Research institution: Duke University
Researcher(s): James Heller
Training Program: Cogmed JM
Summary: Individuals with Down syndrome appear to have superior visual memory skills as compared to spatial memory. Memory and executive function deficits of individuals with Down syndrome have been associated with the neurologic impairment of the hippocampus (memory) and frontal lobes (executive function). Nerve densities in these areas of the brain are much less as compared to typically developing peers. The relationship between neurologic function and language deficit in Down syndrome has not been clearly delineated. It has been suggested that the language deficit may be related to and perhaps result from the working memory deficit. However, new brain imagining data suggest that language deficits seen in Down syndrome also may be directly linked to impaired hippocampus function. Recent research suggests that working memory deficits can be improved with computer-based training. In this study researchers propose to investigate whether or not working memory in adolescents and young adults with Down syndrome can be improved with computer-based training.
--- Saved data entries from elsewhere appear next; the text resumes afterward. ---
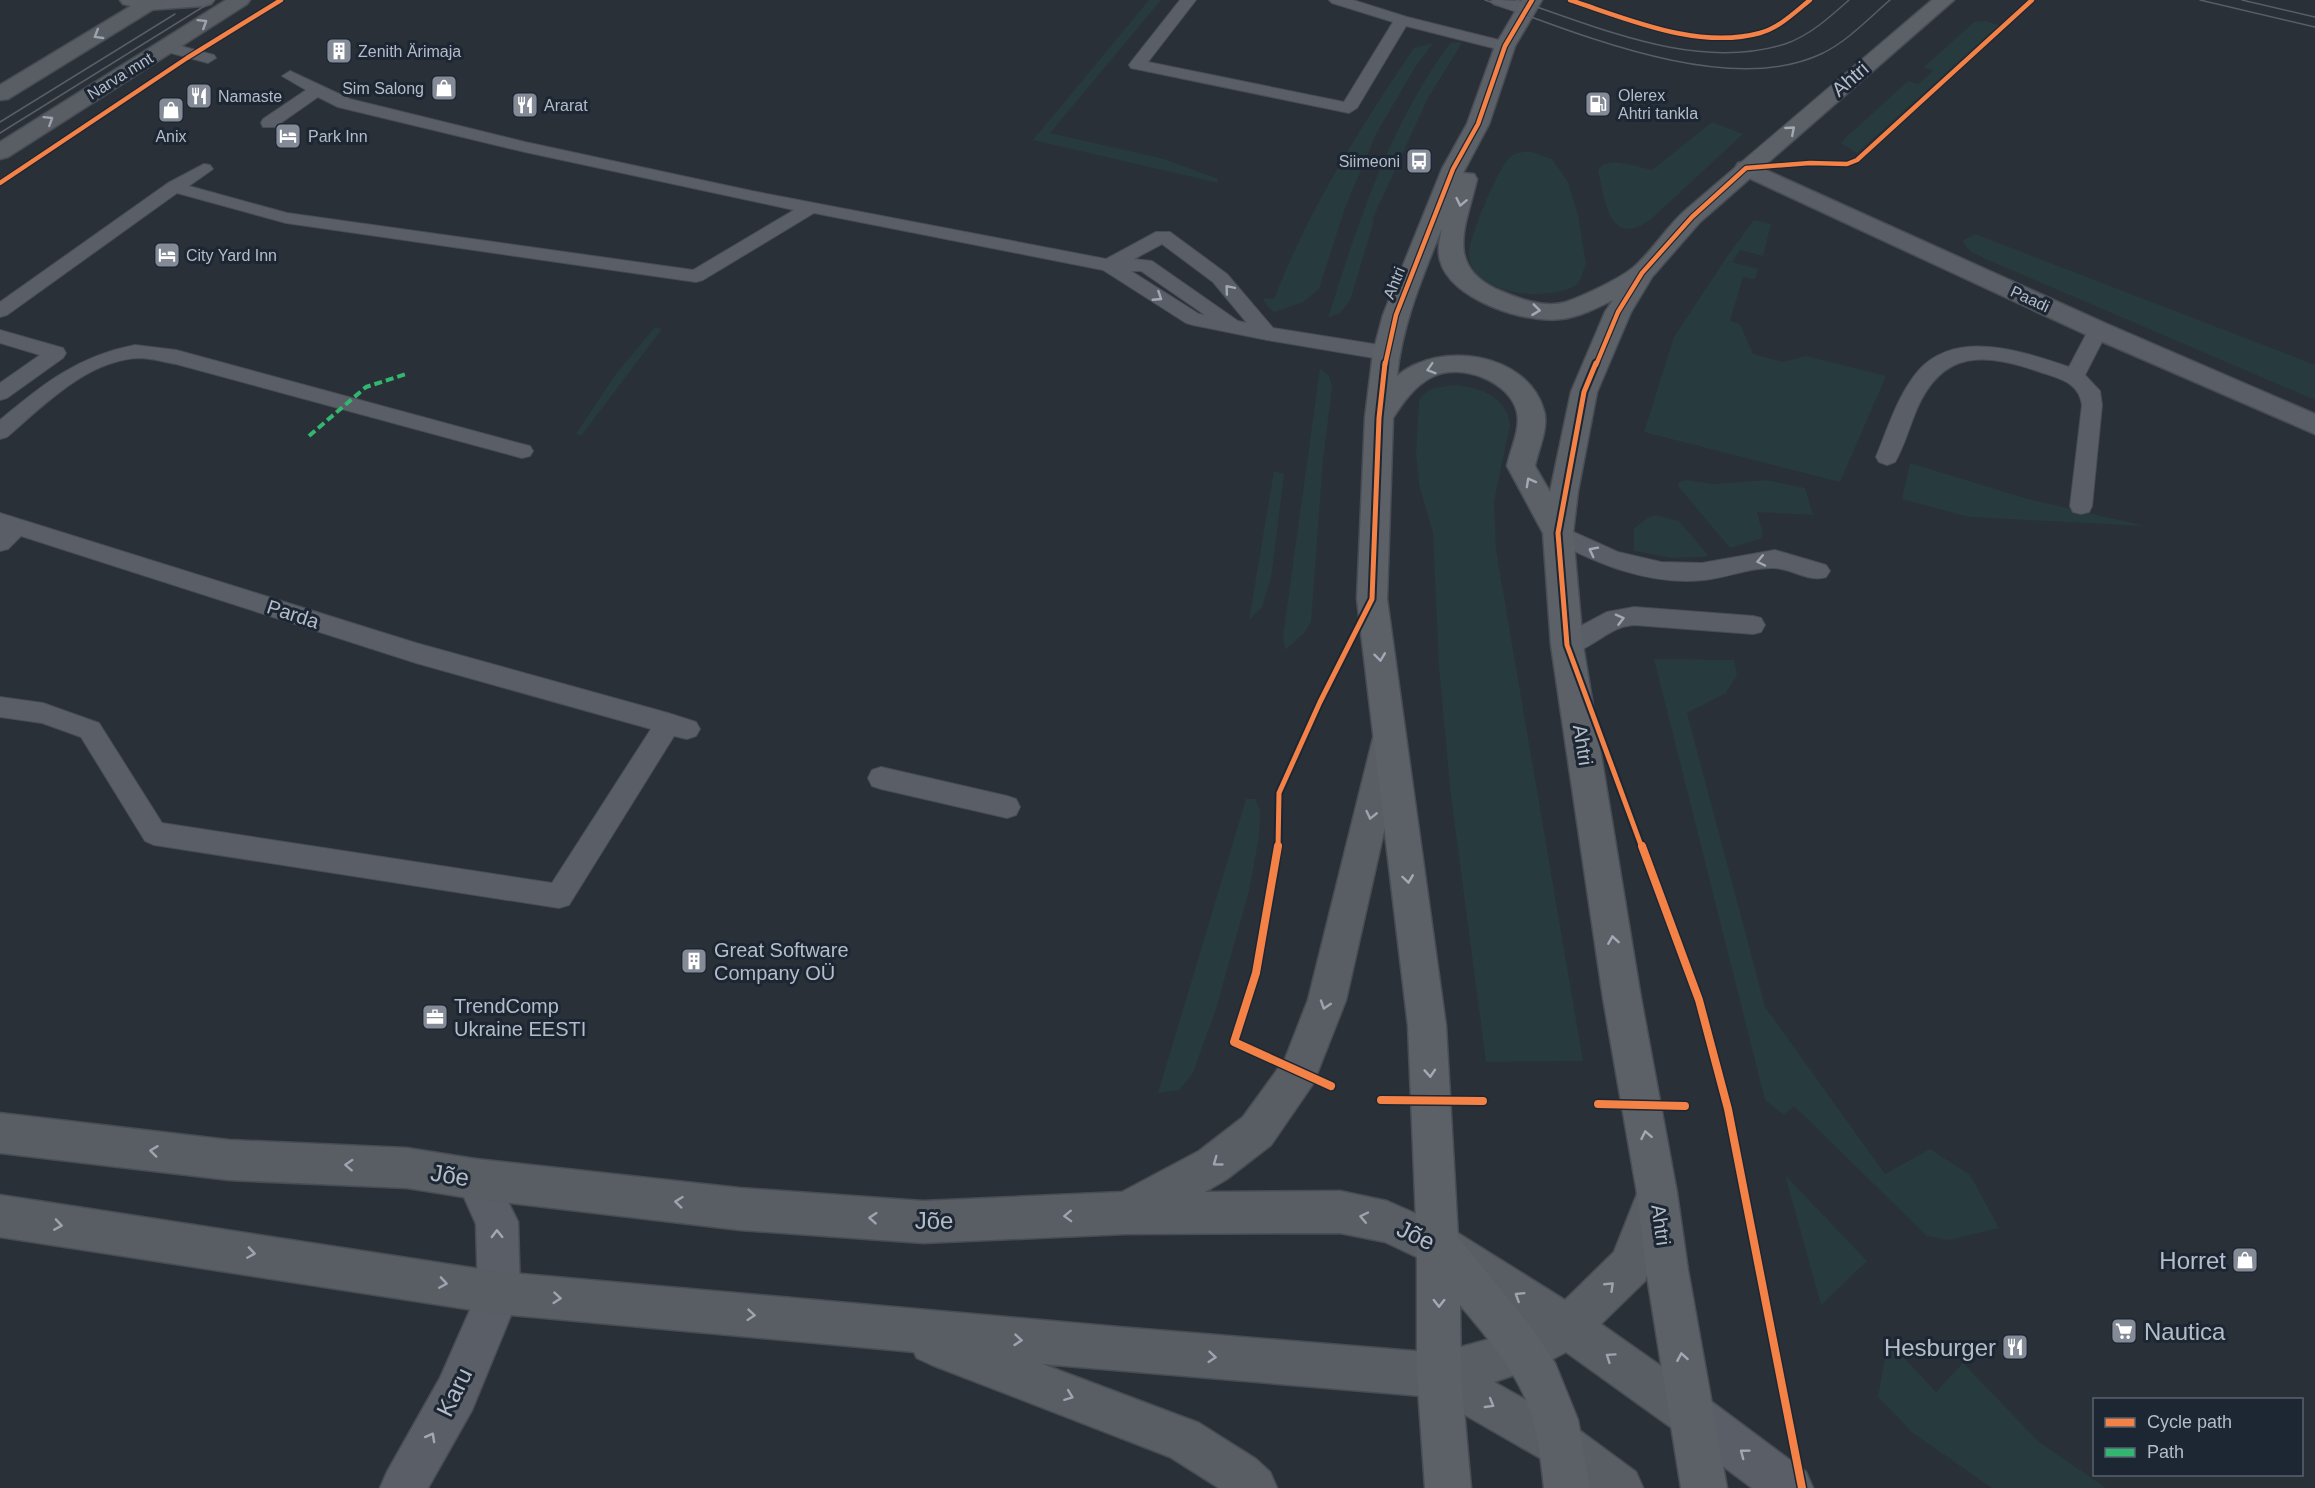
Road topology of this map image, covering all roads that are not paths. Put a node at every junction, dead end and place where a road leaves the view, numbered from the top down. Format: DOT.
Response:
graph roads {
  1 [pos="204,0"];
  2 [pos="240,0"];
  3 [pos="1188,0"];
  4 [pos="1337,0"];
  5 [pos="1501,0"];
  6 [pos="1944,0"];
  7 [pos="145,1"];
  8 [pos="1529,4"];
  9 [pos="1402,20"];
  10 [pos="1505,46"];
  11 [pos="166,47"];
  12 [pos="208,58"];
  13 [pos="290,76"];
  14 [pos="317,90"];
  15 [pos="0,94"];
  16 [pos="269,123"];
  17 [pos="1478,124"];
  18 [pos="0,152"];
  19 [pos="1746,168"];
  20 [pos="204,169"];
  21 [pos="174,187"];
  22 [pos="810,208"];
  23 [pos="1109,265"];
  24 [pos="1642,273"];
  25 [pos="0,311"];
  26 [pos="2098,330"];
  27 [pos="1267,334"];
  28 [pos="0,336"];
  29 [pos="1386,352"];
  30 [pos="2074,376"];
  31 [pos="0,393"];
  32 [pos="1379,418"];
  33 [pos="2315,425"];
  34 [pos="0,432"];
  35 [pos="522,451"];
  36 [pos="1887,457"];
  37 [pos="2081,506"];
  38 [pos="9,524"];
  39 [pos="1558,533"];
  40 [pos="0,543"];
  41 [pos="1818,571"];
  42 [pos="1753,625"];
  43 [pos="1567,645"];
  44 [pos="0,707"];
  45 [pos="1389,738"];
  46 [pos="881,778"];
  47 [pos="1007,807"];
  48 [pos="0,1133"];
  49 [pos="476,1179"];
  50 [pos="1657,1193"];
  51 [pos="1126,1213"];
  52 [pos="1,1218"];
  53 [pos="1438,1245"];
  54 [pos="499,1293"];
  55 [pos="1568,1327"];
  56 [pos="897,1329"];
  57 [pos="1523,1352"];
  58 [pos="1439,1375"];
  59 [pos="1692,1415"];
  60 [pos="1565,1467"];
  61 [pos="403,1488"];
  62 [pos="1254,1488"];
  63 [pos="1448,1488"];
  64 [pos="1620,1488"];
  65 [pos="1704,1488"];
  66 [pos="1791,1488"];
  1 -- 7 [label="street"];
  11 -- 2 [label="main road, Narva mnt, one-way"];
  3 -- 9 [label="lane"];
  4 -- 9 [label="lane"];
  5 -- 8 [label="street"];
  19 -- 6 [label="main road, Ahtri, one-way"];
  7 -- 15 [label="main road, one-way"];
  8 -- 10 [label="main road, Ahtri"];
  9 -- 10 [label="lane"];
  10 -- 17 [label="main road, Ahtri"];
  11 -- 12 [label="lane"];
  18 -- 11 [label="main road, Narva mnt, one-way"];
  13 -- 14 [label="lane"];
  14 -- 16 [label="lane"];
  14 -- 22 [label="lane"];
  17 -- 24 [label="main road, one-way"];
  17 -- 29 [label="main road, Ahtri"];
  19 -- 24 [label="main road, Ahtri"];
  19 -- 26 [label="street, Paadi"];
  20 -- 21 [label="lane"];
  21 -- 22 [label="lane"];
  21 -- 25 [label="lane"];
  22 -- 23 [label="lane"];
  23 -- 27 [label="lane, one-way"];
  27 -- 23 [label="lane, one-way"];
  24 -- 39 [label="main road, Ahtri"];
  26 -- 30 [label="lane"];
  26 -- 33 [label="street, Paadi"];
  27 -- 29 [label="lane"];
  28 -- 31 [label="lane"];
  29 -- 32 [label="main road, Ahtri"];
  30 -- 36 [label="lane"];
  30 -- 37 [label="lane"];
  39 -- 32 [label="main road, one-way"];
  32 -- 45 [label="main road, Ahtri, one-way"];
  34 -- 35 [label="lane"];
  38 -- 40 [label="lane"];
  38 -- 44 [label="lane, Parda"];
  41 -- 39 [label="lane, one-way"];
  39 -- 43 [label="main road, Ahtri"];
  43 -- 42 [label="lane, one-way"];
  50 -- 43 [label="main road, Ahtri, one-way"];
  45 -- 51 [label="main road, one-way"];
  45 -- 53 [label="main road, Ahtri, one-way"];
  46 -- 47 [label="lane"];
  49 -- 48 [label="main road, Jõe, one-way"];
  51 -- 49 [label="main road, Jõe, one-way"];
  54 -- 49 [label="street, one-way"];
  55 -- 50 [label="main road, one-way"];
  59 -- 50 [label="main road, Ahtri, one-way"];
  53 -- 51 [label="main road, Jõe, one-way"];
  52 -- 54 [label="main road, one-way"];
  55 -- 53 [label="main road, Jõe, one-way"];
  53 -- 57 [label="main road"];
  53 -- 58 [label="main road, Ahtri, one-way"];
  54 -- 56 [label="main road, one-way"];
  61 -- 54 [label="street, Karu, one-way"];
  55 -- 57 [label="main road"];
  59 -- 55 [label="main road, Jõe, one-way"];
  56 -- 58 [label="main road, one-way"];
  56 -- 62 [label="main road, one-way"];
  57 -- 58 [label="main road"];
  57 -- 60 [label="main road"];
  58 -- 60 [label="main road, one-way"];
  58 -- 63 [label="main road, Ahtri"];
  59 -- 65 [label="main road, Ahtri"];
  66 -- 59 [label="street, Jõe, one-way"];
  60 -- 64 [label="main road"];
}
Aim: Fifteen participants with Down syndrome, ages 11 to 25 years, will be randomly assigned to either adaptive or non-adaptive working memory training. One aim of this study will be to determine if working memory deficits can be improved in adolescents and young adults with Down syndrome. Researchers will also investigate whether there is a differential effect of memory training on visual versus spatial memory and visual-spatial memory versus auditory memory. Another aim of this study is to compare the learning performance profiles of the individuals with Down syndrome to the reported learning profiles of school-age children with ADHD and preschool children. Finally, researchers will attempt to determine if the learning achieved through the computer-based training generalizes to other computer-based and non computer-based assessments of working memory, attention, reasoning and language function.